-- Input material follows --
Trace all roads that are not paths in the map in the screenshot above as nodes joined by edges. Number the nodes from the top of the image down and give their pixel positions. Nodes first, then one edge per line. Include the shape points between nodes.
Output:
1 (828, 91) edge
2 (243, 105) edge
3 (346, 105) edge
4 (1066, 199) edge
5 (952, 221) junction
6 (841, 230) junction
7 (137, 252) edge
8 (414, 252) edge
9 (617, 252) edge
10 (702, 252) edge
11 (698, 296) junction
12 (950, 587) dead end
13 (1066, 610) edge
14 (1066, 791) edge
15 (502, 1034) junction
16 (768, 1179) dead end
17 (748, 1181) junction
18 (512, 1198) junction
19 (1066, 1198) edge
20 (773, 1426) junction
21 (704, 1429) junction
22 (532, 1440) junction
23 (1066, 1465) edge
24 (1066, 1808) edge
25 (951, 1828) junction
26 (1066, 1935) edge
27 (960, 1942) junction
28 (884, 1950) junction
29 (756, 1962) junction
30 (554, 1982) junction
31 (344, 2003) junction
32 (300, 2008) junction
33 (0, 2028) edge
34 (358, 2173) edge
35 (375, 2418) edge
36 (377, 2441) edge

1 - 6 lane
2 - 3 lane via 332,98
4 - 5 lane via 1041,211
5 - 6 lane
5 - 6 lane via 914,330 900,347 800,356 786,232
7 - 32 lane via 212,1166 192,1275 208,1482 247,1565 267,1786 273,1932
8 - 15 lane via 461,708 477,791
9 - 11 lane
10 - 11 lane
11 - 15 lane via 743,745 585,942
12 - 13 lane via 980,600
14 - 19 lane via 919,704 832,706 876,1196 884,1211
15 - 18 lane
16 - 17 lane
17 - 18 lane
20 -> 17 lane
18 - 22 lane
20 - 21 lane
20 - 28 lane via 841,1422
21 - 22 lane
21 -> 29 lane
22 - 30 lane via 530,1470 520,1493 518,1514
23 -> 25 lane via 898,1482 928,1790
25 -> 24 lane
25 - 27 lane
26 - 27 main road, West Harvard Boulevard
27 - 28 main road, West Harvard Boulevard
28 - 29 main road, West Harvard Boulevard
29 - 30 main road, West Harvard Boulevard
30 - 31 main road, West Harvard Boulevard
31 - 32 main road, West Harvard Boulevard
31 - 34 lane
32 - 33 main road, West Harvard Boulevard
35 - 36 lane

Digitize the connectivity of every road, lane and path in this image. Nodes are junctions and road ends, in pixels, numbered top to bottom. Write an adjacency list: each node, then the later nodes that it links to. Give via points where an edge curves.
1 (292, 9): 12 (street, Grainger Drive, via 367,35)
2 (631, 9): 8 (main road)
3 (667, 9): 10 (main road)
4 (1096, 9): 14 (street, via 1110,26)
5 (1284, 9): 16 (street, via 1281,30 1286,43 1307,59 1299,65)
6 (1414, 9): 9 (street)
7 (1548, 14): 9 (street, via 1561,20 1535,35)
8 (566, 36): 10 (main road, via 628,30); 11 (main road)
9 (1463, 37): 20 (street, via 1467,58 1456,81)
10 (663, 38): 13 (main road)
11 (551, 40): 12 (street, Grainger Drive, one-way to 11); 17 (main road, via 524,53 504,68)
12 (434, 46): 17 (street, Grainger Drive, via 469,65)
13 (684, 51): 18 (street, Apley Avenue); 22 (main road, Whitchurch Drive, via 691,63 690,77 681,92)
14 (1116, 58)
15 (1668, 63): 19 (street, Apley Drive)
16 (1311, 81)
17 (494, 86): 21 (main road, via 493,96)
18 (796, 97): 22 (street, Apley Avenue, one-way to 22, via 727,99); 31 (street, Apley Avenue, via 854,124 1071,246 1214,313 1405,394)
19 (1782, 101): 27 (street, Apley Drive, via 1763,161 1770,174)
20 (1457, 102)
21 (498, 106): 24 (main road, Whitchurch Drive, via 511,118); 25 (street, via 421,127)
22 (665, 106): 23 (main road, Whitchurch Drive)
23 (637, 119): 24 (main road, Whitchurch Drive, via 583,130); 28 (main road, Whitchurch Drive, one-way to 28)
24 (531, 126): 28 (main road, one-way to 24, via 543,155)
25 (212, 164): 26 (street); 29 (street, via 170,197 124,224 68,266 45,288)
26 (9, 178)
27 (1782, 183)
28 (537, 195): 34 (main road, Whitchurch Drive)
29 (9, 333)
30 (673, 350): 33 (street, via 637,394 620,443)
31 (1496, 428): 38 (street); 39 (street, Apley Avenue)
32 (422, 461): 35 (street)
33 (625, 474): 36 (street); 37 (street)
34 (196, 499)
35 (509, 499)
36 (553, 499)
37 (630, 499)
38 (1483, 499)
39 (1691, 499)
-- Input material concluded --
Only lines of the data holding the word "points" go in the answer. Please copy each of them.

## Answer section
Trace all roads that are not paths in the map in the screenshot above as nodes joined by edges. Number the nodes from the top of the image down and give their pixel positions. Nodes first, then one edge per line. Include the shape points between nodes.
Digitize the connectivity of every road, lane and path in this image. Nodes are junctions and road ends, in pixels, numbered top to bottom. Write an adjacency list: each node, then the later nodes that it links to. Give via points where an edge curves.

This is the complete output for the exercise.